Crusoe Cloud vs Beam: GPU Compute Price Comparison
Side-by-side comparison of GPU compute pricing, regions, billing models, and strengths for Crusoe Cloud and Beam. Updated July 2026.
Provider Overview
Strengths & Best For
Crusoe Cloud powers H100 SXM5 and B200 GPU instances using stranded and renewable energy sources, making it one of the few carbon-negative on-demand GPU cloud providers in the US. Competitive pricing on H100 clusters for AI training and LLM fine-tuning, with a mission to reduce the carbon footprint of large-scale compute. An ideal choice for ESG-conscious enterprises and AI labs that want high-performance hardware without the environmental cost.
- Clean energy compute
- Competitive H100 pricing
- B200 availability
- Carbon-negative mission
Beam is a serverless GPU platform that lets developers deploy AI models and run H100, A100, and T4 compute jobs with automatic scaling and per-second pay-per-use billing — no infrastructure management required. A Python-native SDK and fast cold starts make it easy to build and ship LLM inference APIs, batch ML pipelines, and AI model serving endpoints quickly. A strong choice for Python-first teams that want serverless GPU infrastructure with predictable, usage-based pricing.
- Serverless model
- Auto-scaling
- Simple SDK
- Fast cold starts
Live GPU Pricing
Region Coverage
Popular Comparisons
Crusoe Cloud — specialist provider
Crusoe Cloud powers H100 SXM5 and B200 GPU instances using stranded and renewable energy sources, making it one of the few carbon-negative on-demand GPU cloud providers in the US. Competitive pricing on H100 clusters for AI training and LLM fine-tuning, with a mission to reduce the carbon footprint of large-scale compute. An ideal choice for ESG-conscious enterprises and AI labs that want high-performance hardware without the environmental cost.
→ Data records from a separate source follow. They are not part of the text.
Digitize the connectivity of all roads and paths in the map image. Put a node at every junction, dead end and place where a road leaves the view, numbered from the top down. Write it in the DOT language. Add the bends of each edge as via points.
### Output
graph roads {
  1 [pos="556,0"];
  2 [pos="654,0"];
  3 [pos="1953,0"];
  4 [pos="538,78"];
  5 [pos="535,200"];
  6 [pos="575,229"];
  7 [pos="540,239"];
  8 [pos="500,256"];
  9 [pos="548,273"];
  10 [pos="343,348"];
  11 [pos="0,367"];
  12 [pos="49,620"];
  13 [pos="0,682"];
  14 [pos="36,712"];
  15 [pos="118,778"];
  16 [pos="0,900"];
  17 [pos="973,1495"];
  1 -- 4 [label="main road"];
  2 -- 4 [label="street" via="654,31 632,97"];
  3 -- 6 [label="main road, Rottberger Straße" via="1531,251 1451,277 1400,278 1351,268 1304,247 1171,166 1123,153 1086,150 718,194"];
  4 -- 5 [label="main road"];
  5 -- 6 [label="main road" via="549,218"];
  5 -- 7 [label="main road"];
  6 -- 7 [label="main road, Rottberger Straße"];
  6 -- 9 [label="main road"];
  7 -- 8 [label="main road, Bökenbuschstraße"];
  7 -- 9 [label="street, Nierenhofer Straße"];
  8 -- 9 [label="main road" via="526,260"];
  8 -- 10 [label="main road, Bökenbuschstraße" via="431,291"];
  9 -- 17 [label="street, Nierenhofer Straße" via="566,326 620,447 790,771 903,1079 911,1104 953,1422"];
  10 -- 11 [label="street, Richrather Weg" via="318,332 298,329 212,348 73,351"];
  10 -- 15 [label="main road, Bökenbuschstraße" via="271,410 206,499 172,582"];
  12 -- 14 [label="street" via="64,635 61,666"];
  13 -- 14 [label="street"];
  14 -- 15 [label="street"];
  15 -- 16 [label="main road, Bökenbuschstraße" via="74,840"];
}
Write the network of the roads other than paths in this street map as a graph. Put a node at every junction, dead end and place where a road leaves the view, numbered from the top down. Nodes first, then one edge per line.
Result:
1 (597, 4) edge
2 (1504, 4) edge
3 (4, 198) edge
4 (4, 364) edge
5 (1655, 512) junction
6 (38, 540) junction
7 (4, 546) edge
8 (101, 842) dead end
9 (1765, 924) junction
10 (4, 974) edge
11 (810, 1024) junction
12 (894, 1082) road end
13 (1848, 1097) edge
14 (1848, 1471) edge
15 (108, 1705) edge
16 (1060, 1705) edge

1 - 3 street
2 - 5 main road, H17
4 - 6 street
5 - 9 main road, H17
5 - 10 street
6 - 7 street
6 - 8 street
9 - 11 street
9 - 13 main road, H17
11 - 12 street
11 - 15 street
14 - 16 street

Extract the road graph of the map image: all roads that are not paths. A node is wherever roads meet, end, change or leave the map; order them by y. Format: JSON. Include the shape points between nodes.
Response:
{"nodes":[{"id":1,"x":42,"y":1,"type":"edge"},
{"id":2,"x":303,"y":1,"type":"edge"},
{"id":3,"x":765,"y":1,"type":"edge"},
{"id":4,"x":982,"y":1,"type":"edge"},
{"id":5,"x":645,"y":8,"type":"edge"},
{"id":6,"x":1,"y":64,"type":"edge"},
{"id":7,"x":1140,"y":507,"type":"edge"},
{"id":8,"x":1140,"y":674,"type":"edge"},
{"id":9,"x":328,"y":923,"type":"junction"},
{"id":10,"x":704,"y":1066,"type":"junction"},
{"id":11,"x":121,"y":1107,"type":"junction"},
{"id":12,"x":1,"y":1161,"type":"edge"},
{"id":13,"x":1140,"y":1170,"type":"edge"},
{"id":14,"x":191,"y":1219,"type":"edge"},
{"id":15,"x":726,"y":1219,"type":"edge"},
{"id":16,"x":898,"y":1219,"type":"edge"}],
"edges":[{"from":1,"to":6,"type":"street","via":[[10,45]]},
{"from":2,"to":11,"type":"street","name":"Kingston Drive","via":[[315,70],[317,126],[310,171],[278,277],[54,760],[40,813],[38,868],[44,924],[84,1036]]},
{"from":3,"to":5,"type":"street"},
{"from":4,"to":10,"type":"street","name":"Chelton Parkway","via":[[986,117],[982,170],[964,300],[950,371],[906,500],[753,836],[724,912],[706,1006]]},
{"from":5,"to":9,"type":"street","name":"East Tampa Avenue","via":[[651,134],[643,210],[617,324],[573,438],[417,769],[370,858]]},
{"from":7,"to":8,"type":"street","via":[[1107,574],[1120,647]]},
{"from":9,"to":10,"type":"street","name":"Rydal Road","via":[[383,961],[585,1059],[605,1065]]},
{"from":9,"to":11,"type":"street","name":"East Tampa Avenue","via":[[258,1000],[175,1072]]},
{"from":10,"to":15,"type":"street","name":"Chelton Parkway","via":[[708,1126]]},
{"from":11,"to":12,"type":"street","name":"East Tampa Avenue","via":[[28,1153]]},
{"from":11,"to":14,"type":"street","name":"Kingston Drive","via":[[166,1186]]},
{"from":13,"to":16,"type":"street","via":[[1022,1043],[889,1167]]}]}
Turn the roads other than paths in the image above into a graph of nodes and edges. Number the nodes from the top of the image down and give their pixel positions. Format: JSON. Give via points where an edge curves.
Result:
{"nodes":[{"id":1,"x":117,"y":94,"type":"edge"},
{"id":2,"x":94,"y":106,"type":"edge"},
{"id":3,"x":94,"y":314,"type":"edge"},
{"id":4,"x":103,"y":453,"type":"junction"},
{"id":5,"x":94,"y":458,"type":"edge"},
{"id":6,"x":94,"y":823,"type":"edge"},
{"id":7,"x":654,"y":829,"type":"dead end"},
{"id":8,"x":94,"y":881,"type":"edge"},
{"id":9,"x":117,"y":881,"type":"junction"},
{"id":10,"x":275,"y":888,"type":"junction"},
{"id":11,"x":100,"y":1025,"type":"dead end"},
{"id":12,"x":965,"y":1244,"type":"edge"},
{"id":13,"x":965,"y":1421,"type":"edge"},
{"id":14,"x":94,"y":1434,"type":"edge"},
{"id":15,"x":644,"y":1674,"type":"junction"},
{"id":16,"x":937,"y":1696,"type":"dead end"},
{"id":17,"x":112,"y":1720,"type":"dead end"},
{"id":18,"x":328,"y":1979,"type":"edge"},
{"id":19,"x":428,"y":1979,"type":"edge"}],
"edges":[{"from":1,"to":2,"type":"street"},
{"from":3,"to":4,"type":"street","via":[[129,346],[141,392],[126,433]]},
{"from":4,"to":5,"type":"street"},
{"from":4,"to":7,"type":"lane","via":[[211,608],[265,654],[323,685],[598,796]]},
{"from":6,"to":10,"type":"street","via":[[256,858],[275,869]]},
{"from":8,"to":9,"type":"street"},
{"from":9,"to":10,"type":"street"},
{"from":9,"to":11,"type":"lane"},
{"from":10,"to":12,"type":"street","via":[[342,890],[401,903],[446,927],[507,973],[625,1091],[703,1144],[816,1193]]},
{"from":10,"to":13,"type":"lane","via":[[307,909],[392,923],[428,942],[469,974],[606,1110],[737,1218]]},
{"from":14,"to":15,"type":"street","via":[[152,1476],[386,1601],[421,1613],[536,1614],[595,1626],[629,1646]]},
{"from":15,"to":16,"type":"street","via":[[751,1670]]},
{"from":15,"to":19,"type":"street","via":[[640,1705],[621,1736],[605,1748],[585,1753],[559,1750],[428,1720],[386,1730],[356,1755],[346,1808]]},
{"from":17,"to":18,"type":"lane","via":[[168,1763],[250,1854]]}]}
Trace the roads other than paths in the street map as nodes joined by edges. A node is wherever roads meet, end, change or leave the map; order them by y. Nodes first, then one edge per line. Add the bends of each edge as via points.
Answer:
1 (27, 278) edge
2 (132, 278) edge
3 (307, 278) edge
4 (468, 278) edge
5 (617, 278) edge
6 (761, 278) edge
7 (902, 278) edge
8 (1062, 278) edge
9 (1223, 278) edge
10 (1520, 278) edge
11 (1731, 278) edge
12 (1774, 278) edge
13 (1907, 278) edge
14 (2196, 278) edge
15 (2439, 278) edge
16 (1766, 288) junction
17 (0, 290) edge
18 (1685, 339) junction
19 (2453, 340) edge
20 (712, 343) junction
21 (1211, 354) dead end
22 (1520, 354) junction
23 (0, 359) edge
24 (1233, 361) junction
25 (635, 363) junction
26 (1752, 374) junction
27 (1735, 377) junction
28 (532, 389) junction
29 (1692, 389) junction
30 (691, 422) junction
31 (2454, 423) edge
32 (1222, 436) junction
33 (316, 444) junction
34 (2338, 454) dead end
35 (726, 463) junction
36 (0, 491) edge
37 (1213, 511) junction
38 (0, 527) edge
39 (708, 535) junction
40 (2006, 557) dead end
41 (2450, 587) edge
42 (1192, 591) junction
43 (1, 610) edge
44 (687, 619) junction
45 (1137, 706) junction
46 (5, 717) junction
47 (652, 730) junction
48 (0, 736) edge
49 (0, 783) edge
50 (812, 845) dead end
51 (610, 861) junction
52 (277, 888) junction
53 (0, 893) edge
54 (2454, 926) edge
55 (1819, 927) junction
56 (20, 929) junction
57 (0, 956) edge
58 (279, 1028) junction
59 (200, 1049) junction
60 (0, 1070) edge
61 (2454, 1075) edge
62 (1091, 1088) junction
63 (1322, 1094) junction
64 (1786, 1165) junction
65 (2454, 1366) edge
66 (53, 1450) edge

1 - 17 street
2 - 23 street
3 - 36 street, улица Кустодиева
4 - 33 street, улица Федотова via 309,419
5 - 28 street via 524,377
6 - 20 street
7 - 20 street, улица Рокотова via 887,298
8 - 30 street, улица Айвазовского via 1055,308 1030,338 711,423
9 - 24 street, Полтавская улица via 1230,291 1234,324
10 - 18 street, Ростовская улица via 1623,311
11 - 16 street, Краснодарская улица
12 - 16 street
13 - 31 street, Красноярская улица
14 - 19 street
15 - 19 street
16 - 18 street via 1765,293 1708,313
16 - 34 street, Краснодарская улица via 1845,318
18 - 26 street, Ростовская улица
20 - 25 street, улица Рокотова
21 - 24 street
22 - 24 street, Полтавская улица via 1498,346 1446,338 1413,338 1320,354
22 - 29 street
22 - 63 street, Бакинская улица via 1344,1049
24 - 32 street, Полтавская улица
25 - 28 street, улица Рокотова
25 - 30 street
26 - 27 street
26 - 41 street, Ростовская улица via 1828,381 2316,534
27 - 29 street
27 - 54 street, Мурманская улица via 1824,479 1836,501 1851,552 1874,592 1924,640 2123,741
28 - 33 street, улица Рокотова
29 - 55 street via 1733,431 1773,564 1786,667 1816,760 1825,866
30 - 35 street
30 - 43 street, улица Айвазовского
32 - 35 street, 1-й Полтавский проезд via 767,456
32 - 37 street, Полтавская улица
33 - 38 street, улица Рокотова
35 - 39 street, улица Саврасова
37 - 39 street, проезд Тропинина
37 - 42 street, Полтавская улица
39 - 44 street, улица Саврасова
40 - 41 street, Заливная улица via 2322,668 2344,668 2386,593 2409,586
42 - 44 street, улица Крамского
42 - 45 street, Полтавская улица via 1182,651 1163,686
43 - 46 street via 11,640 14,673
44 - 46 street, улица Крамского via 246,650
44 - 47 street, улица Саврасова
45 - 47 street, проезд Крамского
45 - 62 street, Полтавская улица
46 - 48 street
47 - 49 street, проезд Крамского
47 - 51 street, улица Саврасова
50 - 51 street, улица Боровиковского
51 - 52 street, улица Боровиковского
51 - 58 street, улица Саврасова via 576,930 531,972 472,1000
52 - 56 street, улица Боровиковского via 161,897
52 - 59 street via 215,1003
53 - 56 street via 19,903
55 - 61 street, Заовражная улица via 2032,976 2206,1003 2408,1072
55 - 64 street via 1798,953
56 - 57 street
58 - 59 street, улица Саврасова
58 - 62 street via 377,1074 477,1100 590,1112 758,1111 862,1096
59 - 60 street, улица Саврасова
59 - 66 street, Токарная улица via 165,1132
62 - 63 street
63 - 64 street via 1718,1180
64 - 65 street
Beam — specialist provider
Beam is a serverless GPU platform that lets developers deploy AI models and run H100, A100, and T4 compute jobs with automatic scaling and per-second pay-per-use billing — no infrastructure management required. A Python-native SDK and fast cold starts make it easy to build and ship LLM inference APIs, batch ML pipelines, and AI model serving endpoints quickly. A strong choice for Python-first teams that want serverless GPU infrastructure with predictable, usage-based pricing.
Billing model comparison
Crusoe Cloud uses a On-demand, Reserved billing model with a minimum commitment of None. Beam uses Per-second usage billing with a None minimum. Both providers offer flexible billing options — compare the live pricing table above to find the best rate for your specific GPU model and workload duration.
Which workloads each provider suits best
Crusoe Cloud is best suited for: Sustainability-focused teams, Large-scale AI training, ESG-conscious enterprises. Its key strengths are clean energy compute, competitive h100 pricing, b200 availability. Beam is best suited for: Serverless AI inference, Batch processing, Python-first teams. Its key strengths are serverless model, auto-scaling, simple sdk. Both providers target similar workload profiles — the live pricing table above is the most reliable way to determine which offers better value for your specific GPU model and region requirements.
Support tiers and region coverage
Crusoe Cloud offers Standard → Enterprise support across 2 regions (US-West, US-Central). Beam offers Standard support across 1 region (US). Crusoe Cloud's broader region footprint gives it an advantage for latency-sensitive workloads or teams with data residency requirements in specific geographies.
Provider background: Crusoe Cloud vs Beam
Crusoe Cloud was founded in 2018 and is headquartered in San Francisco, CA. Beam was founded in 2022 and is headquartered in New York, NY. Crusoe Cloud has 4 years more operational history than Beam, which may matter for teams evaluating provider stability and long-term contract risk. Use the live pricing table above to compare current on-demand and spot rates for specific GPU models, and the region map to verify coverage in your target geography.